Creating Movement in a Static Medium
In Creating Movement for a Static Medium the class will look at translating our inherent moving bodies and understanding into the static and distilled medium of the camera. The class begins by asking several questions: How do you capture movement in a moment as well as the essence of what comes before and after? How do you both use and move past the two dimensional nature of camera and video to transcribe a three dimensional experience? What is gained and what is lost through working with camera and video?  How do you work with both the intimacy of camera and video as well as the separation that is the nature of these mediums when working with dance and the physical body? All types of experience with camera and video equipment are suitable for this workshop.
What we Talk About When we Talk About (WWT@WWT@)
Dual Perspective Criticism and Critical Dialogue Among Artists:
WWT@WWT@ is an interdisciplinary conversation about creative process. It is an opportunity for artists of different disciplines to share their current creative thinking, and to bring their unique lenses to experiencing and talking about each other’s work.

As a dance artist Zoe brings to her perception of visual art a keen awareness of physical form and the relationships of objects or bodies in space. Juniper, who has a background in visual art and lighting design, sees dance as a visual medium and a dynamic network of visual relationships.

WWT@WWT@ is inspired by the recognition that choreographers/dancers rarely receive feedback for their work in the middle of a process.  While visual artists have a tradition of ‘crits’, this form of feedback rarely happens outside of a school setting.
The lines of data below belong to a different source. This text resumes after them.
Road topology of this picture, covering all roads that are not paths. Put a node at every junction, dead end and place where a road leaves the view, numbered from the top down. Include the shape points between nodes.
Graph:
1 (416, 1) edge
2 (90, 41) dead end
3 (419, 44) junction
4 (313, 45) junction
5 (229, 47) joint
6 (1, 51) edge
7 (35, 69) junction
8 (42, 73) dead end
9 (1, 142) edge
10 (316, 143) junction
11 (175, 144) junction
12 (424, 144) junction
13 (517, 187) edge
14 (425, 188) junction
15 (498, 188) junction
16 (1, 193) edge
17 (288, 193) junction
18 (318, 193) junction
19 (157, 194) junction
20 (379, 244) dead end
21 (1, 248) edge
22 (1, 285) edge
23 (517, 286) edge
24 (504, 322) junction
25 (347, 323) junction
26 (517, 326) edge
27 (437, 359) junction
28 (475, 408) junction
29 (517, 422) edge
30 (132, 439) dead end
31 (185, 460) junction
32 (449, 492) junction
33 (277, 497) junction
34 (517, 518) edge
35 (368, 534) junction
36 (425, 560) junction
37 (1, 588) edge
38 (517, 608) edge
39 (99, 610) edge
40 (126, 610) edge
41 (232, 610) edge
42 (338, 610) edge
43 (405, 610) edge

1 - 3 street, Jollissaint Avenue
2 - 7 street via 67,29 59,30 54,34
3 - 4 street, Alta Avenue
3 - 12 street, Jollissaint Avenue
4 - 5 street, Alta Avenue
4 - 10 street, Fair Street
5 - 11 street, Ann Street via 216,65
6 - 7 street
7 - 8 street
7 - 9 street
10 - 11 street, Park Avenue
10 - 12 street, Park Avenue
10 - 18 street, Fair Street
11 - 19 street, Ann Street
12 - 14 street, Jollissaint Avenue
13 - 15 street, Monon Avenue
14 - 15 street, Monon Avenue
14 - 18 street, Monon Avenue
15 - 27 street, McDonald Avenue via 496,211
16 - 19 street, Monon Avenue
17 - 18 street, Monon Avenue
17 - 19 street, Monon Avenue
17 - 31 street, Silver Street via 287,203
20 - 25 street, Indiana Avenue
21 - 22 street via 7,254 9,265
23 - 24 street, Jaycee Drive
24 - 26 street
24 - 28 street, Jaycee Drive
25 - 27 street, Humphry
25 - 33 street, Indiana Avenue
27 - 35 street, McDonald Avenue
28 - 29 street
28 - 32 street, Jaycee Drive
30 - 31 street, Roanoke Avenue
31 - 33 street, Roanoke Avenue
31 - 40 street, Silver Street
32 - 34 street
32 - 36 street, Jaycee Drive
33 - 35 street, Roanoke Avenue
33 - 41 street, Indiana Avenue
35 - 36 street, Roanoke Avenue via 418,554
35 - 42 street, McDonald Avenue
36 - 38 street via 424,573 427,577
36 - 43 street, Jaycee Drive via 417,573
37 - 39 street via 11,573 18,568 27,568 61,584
For many artists, regardless of the medium, usually feedback is received only after the reception of an end product.

WWT@WWT@ invites all in attendance to experience the project throughout it’s process instead of putting the dominance and emphasis on the final output. For this reason participants will not share finished work. Instead, they will show themselves inside of a process. The format of ‘sharing’ is left open to the artist and may be performative, visual, spoken, a film, a recording . . . or any combination of approaches.